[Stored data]
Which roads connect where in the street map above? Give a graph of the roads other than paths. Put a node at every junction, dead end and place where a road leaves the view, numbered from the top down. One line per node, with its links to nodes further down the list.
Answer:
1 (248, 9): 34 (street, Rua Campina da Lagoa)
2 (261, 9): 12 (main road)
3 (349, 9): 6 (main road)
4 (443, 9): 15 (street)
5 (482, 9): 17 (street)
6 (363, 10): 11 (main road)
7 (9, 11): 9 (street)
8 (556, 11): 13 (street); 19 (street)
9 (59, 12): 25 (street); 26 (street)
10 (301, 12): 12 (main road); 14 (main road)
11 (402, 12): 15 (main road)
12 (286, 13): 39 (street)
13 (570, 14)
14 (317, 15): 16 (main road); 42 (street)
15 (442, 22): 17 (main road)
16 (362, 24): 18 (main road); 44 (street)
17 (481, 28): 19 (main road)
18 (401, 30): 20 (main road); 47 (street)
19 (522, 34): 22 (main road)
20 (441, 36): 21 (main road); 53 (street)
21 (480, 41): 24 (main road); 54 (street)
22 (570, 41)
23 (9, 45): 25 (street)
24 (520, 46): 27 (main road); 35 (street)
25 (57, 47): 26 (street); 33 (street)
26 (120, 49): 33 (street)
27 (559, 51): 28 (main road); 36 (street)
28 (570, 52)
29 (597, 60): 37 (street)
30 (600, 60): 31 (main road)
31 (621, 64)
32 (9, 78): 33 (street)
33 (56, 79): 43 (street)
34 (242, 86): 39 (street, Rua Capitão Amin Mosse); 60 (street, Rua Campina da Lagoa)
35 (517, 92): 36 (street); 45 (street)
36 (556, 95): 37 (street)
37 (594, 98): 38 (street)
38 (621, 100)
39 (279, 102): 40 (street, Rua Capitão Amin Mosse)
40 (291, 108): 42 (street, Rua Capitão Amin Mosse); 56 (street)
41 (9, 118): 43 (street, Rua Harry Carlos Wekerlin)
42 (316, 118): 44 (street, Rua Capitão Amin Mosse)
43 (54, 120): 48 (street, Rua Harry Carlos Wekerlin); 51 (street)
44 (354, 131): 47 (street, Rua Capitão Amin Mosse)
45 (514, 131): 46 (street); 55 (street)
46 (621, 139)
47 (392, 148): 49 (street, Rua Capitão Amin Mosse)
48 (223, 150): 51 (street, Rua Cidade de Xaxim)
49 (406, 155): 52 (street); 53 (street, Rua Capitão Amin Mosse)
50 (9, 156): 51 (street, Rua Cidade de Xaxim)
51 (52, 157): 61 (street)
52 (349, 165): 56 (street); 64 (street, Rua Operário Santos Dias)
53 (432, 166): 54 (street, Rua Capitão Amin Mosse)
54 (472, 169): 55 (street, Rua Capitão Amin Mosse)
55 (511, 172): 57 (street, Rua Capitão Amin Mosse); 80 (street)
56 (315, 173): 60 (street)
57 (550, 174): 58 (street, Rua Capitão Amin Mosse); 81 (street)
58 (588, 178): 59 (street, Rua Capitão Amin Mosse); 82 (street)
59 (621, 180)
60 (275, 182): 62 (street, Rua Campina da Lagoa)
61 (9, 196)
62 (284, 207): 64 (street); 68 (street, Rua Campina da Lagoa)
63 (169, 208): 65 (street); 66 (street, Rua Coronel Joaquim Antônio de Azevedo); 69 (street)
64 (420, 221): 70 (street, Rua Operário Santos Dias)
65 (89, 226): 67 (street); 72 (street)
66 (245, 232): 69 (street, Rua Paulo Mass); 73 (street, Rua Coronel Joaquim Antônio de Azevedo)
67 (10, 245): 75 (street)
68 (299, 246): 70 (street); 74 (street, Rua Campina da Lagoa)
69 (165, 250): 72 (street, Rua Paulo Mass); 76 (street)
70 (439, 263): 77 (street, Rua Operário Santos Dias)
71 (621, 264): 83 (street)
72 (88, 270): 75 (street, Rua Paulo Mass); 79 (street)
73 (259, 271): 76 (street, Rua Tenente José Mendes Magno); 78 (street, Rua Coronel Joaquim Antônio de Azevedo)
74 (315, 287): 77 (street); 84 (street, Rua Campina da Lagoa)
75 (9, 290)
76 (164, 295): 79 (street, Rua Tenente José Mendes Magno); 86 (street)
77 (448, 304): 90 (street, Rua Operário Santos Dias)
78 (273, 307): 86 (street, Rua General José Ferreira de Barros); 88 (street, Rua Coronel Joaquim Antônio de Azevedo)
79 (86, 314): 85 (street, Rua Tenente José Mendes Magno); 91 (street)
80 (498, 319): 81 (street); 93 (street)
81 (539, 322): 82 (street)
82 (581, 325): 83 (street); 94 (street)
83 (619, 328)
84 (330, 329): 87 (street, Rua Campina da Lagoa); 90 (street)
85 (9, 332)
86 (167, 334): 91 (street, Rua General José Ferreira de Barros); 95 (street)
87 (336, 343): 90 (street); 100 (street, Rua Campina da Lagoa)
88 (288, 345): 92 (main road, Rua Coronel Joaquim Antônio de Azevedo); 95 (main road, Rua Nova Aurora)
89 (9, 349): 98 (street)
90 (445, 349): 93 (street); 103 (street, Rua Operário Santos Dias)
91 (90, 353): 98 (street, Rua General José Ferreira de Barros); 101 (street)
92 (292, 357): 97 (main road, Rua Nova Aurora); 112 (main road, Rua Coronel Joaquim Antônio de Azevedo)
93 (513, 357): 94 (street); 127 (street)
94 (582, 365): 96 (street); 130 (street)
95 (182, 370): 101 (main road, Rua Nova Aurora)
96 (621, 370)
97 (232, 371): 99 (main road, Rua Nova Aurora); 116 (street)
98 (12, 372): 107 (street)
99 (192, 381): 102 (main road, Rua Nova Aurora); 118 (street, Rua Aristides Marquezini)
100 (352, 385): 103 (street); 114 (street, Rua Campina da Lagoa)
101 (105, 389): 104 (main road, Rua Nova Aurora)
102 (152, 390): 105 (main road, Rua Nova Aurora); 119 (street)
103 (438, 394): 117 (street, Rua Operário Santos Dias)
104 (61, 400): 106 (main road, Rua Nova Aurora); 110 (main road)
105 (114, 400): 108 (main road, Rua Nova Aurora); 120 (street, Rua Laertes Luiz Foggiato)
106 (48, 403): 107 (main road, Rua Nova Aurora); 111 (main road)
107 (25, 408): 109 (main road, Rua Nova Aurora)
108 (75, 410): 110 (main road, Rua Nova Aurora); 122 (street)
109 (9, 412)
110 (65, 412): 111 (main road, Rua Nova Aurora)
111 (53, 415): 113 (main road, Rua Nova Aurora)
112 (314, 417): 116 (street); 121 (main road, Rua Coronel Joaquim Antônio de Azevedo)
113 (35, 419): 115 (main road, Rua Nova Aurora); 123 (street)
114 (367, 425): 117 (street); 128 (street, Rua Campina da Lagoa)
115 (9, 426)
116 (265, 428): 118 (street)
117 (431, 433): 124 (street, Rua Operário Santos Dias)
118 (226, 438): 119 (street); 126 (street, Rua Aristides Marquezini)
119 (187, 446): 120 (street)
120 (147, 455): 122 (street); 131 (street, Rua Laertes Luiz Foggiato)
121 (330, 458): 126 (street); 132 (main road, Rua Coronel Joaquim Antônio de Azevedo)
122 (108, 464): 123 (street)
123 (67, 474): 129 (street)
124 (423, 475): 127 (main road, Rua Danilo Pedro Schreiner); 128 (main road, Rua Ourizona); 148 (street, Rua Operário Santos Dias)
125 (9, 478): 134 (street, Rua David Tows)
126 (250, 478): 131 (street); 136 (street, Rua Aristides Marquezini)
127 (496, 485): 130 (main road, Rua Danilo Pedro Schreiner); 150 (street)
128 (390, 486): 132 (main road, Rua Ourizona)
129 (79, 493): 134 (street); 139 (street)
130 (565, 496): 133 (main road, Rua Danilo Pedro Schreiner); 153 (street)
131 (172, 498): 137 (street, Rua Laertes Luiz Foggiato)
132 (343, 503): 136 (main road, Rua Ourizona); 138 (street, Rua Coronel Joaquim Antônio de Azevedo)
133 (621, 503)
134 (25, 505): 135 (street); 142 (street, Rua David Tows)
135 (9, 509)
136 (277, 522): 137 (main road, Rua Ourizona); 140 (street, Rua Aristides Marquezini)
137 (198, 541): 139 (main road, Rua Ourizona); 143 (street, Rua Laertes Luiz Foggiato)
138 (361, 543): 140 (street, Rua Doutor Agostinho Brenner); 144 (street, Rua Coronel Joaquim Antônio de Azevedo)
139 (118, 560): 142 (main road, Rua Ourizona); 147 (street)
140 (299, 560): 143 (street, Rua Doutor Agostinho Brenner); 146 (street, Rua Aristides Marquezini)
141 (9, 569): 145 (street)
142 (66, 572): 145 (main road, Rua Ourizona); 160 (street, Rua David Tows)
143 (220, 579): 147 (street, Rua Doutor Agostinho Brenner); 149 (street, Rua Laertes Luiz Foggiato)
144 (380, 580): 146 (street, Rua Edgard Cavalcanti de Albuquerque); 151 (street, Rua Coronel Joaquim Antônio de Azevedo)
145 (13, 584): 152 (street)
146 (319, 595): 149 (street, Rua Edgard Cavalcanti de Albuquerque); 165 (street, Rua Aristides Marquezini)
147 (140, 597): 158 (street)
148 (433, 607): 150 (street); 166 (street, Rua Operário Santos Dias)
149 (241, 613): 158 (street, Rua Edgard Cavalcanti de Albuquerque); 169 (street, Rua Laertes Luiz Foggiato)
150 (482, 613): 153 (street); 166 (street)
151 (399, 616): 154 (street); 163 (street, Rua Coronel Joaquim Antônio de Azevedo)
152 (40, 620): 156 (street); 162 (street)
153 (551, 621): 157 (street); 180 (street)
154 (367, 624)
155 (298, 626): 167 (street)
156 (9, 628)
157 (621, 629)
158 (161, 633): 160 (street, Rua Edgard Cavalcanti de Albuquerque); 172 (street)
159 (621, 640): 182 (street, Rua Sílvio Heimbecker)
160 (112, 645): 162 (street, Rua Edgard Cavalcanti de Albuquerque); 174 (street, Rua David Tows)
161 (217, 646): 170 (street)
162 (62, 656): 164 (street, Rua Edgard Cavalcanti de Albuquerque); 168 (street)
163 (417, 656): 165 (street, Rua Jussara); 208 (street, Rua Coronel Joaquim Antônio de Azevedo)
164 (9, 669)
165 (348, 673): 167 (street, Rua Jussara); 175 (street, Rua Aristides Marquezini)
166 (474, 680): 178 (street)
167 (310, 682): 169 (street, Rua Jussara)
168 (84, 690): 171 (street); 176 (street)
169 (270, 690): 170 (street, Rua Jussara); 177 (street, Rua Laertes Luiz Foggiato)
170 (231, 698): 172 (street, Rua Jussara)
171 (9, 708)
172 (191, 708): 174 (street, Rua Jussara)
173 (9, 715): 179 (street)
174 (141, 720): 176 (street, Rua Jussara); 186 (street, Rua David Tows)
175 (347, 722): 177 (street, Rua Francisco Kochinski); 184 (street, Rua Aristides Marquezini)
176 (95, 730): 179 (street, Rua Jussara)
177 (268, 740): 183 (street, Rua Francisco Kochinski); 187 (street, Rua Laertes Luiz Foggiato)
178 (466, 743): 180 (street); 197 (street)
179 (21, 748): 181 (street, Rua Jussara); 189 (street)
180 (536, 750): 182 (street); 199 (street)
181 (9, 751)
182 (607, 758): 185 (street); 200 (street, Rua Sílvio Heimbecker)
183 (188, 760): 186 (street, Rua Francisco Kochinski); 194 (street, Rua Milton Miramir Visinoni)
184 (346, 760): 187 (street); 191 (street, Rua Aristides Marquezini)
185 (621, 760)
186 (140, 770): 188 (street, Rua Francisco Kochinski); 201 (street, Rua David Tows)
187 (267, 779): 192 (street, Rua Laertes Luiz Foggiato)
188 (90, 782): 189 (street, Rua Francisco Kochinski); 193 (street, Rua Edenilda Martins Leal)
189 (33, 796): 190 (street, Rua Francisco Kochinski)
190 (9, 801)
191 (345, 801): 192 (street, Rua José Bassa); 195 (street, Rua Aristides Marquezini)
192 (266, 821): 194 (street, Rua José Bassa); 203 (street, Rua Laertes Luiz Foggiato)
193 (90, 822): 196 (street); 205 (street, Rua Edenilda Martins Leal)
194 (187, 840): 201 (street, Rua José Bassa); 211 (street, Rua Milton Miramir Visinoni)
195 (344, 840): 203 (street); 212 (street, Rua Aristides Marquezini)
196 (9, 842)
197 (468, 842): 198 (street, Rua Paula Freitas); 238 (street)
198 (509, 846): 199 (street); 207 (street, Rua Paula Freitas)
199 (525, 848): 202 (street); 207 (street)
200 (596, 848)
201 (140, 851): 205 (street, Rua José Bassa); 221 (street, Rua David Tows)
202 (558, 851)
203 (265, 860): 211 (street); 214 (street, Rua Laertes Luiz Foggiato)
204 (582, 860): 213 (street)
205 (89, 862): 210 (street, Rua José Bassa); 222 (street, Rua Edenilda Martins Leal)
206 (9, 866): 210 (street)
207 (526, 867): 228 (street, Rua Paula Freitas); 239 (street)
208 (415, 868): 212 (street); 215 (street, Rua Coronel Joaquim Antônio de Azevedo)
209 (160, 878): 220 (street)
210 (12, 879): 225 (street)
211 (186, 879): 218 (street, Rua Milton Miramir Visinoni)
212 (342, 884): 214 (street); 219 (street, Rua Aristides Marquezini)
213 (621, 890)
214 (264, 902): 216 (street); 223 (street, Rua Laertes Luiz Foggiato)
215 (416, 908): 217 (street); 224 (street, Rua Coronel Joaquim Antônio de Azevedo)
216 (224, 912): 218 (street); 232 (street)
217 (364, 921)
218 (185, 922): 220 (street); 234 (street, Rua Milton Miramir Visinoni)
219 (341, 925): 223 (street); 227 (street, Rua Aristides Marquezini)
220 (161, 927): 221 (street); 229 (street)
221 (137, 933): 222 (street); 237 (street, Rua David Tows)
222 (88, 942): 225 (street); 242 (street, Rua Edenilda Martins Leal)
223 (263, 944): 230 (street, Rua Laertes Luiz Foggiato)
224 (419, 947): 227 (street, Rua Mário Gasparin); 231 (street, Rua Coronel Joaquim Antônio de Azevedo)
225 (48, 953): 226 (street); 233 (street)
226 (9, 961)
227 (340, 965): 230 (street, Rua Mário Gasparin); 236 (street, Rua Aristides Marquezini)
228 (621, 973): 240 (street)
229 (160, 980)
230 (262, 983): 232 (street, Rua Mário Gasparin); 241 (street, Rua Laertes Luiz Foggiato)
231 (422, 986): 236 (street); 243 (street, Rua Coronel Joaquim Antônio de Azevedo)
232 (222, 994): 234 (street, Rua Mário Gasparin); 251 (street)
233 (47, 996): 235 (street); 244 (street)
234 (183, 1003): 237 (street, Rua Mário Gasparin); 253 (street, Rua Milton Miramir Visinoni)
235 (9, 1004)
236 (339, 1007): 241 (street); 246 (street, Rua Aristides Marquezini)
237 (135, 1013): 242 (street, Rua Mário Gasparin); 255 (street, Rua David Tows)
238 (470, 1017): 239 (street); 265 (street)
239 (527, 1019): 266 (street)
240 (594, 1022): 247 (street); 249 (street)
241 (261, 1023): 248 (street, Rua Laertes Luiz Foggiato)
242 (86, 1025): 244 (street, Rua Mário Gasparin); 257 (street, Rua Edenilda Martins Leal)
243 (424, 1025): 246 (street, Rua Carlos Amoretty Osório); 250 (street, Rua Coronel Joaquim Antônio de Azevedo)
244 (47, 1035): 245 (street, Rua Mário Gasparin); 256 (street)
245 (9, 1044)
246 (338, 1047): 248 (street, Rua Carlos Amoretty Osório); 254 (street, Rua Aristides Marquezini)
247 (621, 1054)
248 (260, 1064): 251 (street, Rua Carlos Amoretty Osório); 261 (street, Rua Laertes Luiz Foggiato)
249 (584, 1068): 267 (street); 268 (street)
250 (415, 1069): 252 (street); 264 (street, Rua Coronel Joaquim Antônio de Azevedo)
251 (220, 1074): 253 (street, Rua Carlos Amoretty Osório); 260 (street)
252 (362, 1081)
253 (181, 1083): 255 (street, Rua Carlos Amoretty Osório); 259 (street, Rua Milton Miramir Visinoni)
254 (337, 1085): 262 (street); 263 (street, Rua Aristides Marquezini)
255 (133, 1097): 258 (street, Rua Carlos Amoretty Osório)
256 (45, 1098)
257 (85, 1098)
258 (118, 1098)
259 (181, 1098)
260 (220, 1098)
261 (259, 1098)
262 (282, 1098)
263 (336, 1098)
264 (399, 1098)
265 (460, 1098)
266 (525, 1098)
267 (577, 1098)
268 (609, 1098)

EXERCISE AIM:
Search the entries for the word "Brenner", then copy every line in which it is found.

OUTPUT OF THE EXERCISE:
138 (361, 543): 140 (street, Rua Doutor Agostinho Brenner); 144 (street, Rua Coronel Joaquim Antônio de Azevedo)
140 (299, 560): 143 (street, Rua Doutor Agostinho Brenner); 146 (street, Rua Aristides Marquezini)
143 (220, 579): 147 (street, Rua Doutor Agostinho Brenner); 149 (street, Rua Laertes Luiz Foggiato)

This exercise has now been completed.